#### Task directions
Locate the line that contains "position:absolute; left:24px; top:315px;" in the entries below, then repeat it and every following line through the line that contains "display:grid; place-items:center; width:66px;", exactly, and no others.

* * *

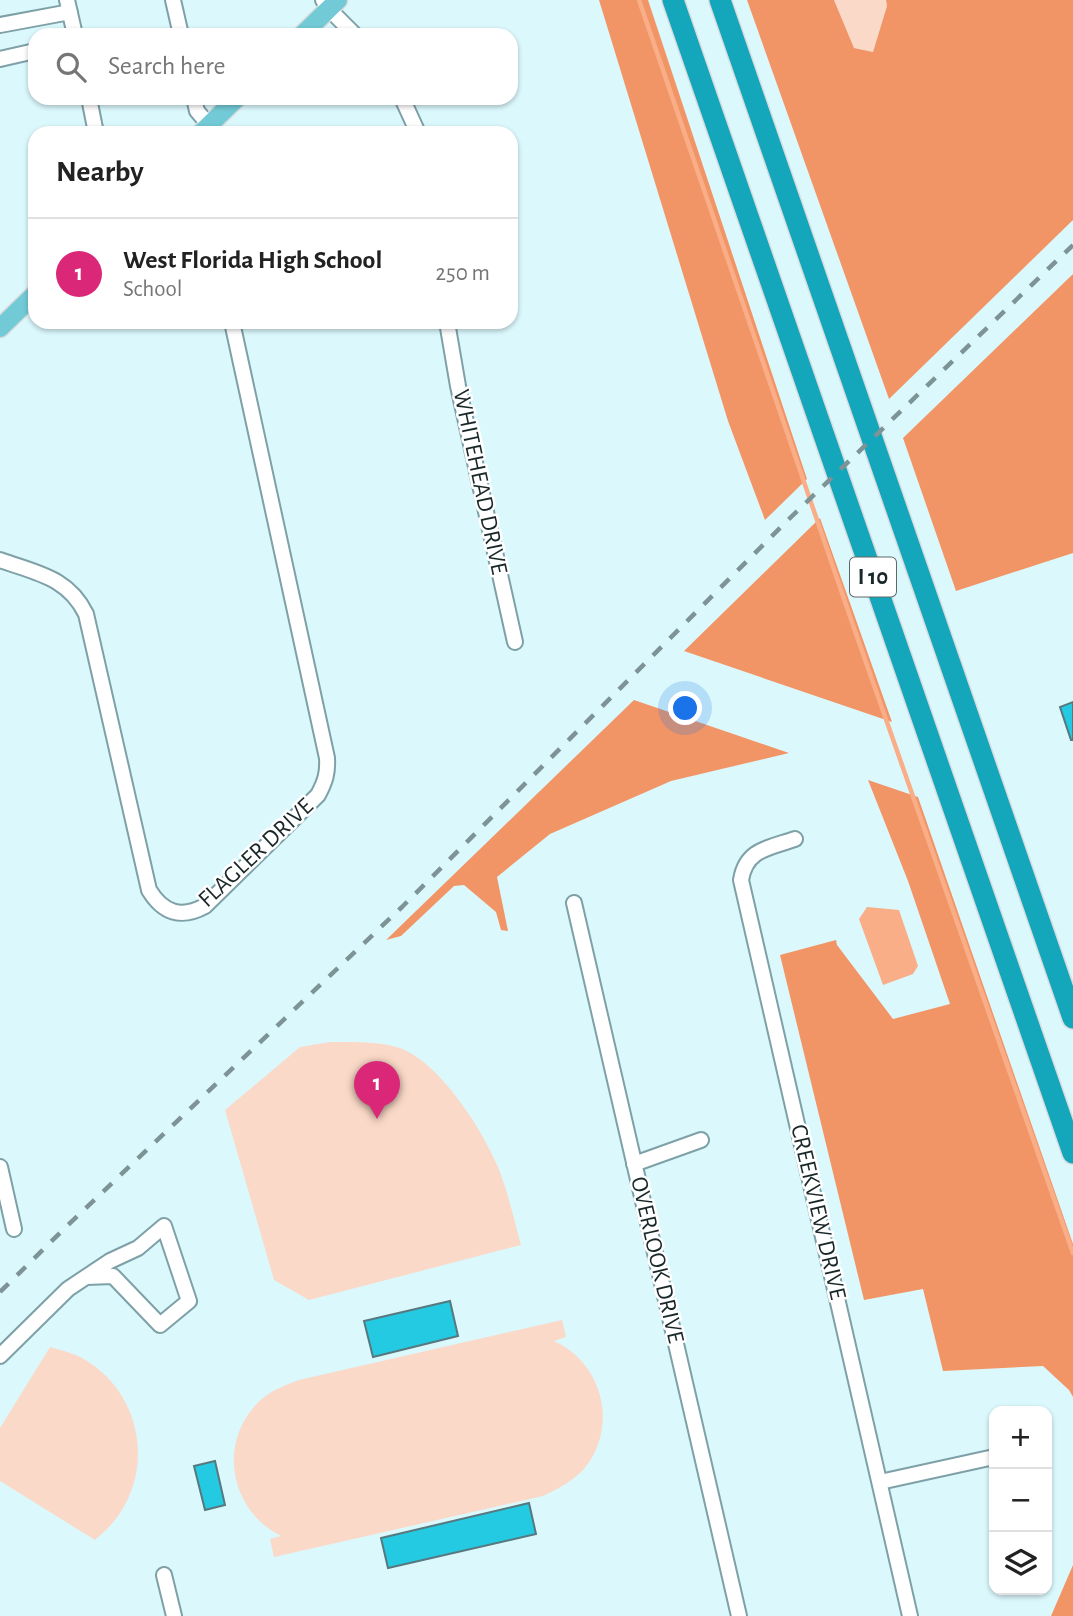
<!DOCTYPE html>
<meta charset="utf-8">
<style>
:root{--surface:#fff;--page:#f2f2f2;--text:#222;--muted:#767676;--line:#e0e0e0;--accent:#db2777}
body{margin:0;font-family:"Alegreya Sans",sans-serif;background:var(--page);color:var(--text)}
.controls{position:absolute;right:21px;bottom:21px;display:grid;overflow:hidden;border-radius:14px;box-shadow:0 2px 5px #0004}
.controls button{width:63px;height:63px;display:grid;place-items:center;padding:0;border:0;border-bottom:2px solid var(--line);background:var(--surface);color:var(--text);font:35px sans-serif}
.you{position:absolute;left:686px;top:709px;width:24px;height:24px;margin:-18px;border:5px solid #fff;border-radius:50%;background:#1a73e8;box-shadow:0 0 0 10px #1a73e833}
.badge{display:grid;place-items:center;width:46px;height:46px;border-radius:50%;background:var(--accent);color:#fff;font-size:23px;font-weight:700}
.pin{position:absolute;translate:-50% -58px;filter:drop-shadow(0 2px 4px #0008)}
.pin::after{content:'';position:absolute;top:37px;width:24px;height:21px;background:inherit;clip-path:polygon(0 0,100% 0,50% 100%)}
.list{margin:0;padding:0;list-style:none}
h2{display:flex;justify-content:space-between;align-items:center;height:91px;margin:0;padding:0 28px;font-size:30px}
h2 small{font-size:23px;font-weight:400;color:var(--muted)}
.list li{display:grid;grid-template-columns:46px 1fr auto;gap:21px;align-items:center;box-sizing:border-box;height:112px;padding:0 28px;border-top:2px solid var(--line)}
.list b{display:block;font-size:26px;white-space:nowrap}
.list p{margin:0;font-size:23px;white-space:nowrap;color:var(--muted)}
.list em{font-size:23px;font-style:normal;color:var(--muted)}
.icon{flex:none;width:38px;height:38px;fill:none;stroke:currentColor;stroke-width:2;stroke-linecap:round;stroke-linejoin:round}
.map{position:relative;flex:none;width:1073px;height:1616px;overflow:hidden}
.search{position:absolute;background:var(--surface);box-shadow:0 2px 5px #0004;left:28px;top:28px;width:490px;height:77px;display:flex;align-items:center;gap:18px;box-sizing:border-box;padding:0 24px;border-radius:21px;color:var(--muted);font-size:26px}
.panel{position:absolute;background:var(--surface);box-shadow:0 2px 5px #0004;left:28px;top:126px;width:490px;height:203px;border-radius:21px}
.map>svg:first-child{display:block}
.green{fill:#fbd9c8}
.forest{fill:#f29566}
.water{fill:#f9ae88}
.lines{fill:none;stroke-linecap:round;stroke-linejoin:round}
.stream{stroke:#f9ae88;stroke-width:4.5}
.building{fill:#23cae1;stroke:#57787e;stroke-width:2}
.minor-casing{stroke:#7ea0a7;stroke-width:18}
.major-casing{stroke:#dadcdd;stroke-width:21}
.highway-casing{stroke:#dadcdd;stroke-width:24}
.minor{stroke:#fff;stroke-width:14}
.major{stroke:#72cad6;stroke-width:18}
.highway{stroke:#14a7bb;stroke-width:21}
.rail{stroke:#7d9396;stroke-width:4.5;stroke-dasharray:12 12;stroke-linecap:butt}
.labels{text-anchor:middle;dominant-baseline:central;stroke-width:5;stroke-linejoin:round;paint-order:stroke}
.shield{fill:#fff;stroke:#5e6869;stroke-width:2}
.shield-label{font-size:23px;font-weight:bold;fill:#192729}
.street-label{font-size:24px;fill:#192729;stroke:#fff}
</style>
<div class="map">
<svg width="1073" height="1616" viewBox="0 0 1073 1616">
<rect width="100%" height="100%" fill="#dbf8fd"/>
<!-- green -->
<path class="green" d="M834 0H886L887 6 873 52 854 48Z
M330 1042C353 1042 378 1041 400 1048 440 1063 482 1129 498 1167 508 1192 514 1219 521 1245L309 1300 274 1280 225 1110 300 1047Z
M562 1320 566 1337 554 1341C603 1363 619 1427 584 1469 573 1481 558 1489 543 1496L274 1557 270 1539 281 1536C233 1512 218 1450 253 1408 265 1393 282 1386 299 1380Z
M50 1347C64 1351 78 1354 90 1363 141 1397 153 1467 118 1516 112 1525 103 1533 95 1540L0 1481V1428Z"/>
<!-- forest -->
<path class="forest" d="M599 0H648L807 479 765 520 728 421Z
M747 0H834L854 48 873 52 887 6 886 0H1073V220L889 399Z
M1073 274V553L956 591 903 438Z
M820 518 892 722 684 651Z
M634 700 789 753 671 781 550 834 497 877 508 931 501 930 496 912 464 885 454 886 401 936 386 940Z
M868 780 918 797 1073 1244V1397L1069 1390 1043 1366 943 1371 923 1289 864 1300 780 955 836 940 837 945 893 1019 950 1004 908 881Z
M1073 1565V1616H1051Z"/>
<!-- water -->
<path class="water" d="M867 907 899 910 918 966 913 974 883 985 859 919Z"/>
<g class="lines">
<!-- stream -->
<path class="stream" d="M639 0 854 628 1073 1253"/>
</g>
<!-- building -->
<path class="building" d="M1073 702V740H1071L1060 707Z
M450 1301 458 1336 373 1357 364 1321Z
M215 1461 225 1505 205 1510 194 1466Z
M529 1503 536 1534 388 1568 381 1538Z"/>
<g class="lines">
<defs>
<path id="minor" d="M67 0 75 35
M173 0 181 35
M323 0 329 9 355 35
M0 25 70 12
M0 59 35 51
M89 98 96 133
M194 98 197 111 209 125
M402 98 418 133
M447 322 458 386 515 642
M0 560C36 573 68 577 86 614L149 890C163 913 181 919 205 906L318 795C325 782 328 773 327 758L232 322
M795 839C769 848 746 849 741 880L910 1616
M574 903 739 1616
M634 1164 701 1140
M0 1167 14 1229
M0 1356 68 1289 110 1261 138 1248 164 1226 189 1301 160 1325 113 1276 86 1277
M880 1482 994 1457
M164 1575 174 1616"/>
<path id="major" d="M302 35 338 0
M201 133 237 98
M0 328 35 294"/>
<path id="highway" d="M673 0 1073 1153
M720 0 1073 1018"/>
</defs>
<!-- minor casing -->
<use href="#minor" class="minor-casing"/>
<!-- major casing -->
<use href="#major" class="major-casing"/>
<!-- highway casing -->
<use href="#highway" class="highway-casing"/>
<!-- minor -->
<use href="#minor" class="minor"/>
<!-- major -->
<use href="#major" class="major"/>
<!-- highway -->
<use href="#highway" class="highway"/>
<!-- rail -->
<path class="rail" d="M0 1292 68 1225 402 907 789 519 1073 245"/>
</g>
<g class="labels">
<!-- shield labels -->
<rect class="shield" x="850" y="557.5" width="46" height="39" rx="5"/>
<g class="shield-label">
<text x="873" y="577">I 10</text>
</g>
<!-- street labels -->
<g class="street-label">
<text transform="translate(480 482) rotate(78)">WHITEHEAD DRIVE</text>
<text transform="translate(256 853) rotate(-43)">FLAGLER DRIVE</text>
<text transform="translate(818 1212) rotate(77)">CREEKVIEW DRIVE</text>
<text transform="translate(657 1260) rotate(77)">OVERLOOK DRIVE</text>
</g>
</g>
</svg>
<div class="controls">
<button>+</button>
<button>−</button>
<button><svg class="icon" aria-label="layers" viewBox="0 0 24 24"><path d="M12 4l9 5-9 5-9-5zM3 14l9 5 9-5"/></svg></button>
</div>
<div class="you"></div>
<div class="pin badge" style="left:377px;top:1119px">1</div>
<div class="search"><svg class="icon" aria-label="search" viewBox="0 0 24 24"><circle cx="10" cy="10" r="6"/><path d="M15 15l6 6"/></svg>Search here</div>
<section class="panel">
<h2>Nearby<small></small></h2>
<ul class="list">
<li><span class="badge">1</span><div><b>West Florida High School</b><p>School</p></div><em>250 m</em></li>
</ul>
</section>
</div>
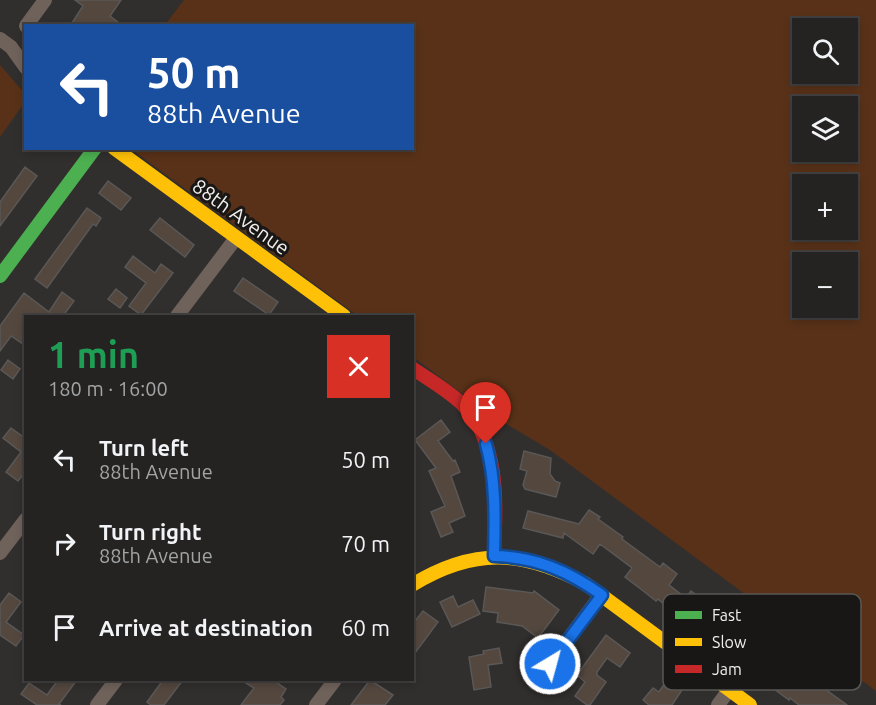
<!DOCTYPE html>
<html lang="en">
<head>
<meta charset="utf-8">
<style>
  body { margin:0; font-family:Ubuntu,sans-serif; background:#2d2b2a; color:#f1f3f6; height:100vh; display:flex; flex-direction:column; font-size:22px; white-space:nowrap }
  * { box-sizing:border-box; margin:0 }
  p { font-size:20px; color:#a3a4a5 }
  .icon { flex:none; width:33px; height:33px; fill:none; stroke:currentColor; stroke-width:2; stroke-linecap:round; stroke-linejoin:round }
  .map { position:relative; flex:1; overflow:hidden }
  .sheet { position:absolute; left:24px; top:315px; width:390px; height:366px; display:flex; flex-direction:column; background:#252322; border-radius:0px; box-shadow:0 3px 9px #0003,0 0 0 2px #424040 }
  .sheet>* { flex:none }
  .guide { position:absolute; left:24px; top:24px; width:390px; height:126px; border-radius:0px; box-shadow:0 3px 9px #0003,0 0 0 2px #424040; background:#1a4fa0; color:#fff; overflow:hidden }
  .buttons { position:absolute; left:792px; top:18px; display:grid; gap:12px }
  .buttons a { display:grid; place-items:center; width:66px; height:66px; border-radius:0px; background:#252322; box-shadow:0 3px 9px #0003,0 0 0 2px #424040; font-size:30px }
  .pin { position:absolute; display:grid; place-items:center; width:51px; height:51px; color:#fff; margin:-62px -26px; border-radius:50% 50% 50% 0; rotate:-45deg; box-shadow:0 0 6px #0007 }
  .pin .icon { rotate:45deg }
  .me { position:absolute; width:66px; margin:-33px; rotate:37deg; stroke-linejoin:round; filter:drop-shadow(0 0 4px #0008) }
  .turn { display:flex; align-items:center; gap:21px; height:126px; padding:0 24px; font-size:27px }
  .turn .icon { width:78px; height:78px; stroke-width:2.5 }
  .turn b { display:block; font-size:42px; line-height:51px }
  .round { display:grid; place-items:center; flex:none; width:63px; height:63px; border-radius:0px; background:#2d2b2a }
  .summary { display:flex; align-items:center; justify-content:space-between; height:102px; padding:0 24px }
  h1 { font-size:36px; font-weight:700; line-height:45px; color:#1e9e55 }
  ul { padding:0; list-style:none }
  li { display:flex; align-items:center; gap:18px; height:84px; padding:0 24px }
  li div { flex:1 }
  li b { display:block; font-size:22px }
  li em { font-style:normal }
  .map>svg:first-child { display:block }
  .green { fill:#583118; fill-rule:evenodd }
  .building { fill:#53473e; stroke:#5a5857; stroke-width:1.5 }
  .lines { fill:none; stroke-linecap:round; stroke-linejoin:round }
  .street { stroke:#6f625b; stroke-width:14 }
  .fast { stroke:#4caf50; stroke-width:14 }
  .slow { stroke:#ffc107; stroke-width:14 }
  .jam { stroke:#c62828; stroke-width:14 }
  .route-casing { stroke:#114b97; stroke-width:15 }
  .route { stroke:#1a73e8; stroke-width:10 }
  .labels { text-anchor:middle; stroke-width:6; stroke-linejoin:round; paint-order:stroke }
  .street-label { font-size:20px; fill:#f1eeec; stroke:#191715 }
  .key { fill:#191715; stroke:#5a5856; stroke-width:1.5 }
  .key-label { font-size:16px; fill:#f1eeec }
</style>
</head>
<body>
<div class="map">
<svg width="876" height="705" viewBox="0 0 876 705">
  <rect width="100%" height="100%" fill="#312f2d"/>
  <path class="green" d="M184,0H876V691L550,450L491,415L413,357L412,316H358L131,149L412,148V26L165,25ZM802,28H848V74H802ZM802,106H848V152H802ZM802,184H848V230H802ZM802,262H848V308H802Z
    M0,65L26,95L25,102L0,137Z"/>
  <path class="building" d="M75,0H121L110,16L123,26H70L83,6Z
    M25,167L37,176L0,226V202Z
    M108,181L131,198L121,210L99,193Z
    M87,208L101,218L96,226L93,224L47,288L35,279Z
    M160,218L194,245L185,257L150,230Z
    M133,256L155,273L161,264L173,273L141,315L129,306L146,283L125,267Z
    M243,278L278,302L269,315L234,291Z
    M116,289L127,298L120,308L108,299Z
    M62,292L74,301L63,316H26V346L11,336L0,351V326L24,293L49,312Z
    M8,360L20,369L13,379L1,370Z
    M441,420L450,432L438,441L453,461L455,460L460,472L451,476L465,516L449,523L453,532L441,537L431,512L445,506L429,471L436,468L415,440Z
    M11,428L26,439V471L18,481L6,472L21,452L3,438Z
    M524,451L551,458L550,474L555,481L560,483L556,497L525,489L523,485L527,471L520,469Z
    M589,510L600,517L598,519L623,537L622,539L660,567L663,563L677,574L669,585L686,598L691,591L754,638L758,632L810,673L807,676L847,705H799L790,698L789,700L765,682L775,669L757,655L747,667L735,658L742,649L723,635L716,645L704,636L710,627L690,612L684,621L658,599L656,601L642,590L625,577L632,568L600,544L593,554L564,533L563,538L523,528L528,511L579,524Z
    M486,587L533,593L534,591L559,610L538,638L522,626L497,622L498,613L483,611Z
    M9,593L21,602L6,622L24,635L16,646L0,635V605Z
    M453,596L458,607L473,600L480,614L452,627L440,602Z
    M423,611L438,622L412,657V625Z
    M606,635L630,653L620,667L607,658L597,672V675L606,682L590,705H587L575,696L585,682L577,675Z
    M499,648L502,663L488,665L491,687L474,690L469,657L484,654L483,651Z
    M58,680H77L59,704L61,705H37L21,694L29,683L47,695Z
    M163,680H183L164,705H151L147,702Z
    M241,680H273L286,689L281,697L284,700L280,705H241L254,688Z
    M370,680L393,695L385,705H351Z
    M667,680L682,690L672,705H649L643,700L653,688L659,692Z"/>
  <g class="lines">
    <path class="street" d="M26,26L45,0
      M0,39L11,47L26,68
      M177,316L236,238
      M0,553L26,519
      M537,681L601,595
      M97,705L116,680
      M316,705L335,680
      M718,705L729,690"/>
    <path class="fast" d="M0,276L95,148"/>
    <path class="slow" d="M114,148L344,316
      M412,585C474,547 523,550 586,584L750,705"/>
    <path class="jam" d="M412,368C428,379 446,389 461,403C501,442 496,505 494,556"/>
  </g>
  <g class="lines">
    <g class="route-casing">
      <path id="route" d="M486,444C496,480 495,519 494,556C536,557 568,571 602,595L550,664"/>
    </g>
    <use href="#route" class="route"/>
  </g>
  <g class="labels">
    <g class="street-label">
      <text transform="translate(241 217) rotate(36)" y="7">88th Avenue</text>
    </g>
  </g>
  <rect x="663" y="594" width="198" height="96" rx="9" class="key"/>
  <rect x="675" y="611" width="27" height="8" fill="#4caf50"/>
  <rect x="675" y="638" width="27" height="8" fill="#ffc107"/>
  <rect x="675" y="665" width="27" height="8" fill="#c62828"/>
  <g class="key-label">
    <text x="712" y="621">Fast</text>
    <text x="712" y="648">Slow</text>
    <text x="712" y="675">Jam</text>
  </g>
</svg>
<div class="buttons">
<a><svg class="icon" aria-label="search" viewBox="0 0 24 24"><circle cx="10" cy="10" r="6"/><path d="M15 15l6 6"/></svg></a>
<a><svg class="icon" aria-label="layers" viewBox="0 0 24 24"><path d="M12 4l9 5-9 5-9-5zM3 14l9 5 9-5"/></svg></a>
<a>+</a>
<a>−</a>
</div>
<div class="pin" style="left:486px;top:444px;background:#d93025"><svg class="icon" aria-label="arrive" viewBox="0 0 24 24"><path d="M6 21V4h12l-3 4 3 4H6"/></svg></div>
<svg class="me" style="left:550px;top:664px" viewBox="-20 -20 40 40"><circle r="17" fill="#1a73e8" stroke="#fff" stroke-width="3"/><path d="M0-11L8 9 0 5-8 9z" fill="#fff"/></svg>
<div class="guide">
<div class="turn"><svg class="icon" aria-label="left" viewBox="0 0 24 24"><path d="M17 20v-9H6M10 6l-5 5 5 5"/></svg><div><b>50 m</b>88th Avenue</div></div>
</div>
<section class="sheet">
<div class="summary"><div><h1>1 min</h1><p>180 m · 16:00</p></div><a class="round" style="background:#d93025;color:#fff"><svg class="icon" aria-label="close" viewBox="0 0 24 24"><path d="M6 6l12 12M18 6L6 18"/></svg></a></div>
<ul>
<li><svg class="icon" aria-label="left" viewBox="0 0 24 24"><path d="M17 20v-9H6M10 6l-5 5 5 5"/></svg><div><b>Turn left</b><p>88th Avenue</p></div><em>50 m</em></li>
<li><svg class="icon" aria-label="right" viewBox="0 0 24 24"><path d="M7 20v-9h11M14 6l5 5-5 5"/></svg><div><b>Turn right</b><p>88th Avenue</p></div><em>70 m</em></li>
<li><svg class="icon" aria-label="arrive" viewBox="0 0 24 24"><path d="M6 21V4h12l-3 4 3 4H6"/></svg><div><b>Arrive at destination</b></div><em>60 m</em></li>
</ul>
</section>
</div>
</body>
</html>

* * *

#### Exercise answer
  .sheet { position:absolute; left:24px; top:315px; width:390px; height:366px; display:flex; flex-direction:column; background:#252322; border-radius:0px; box-shadow:0 3px 9px #0003,0 0 0 2px #424040 }
  .sheet>* { flex:none }
  .guide { position:absolute; left:24px; top:24px; width:390px; height:126px; border-radius:0px; box-shadow:0 3px 9px #0003,0 0 0 2px #424040; background:#1a4fa0; color:#fff; overflow:hidden }
  .buttons { position:absolute; left:792px; top:18px; display:grid; gap:12px }
  .buttons a { display:grid; place-items:center; width:66px; height:66px; border-radius:0px; background:#252322; box-shadow:0 3px 9px #0003,0 0 0 2px #424040; font-size:30px }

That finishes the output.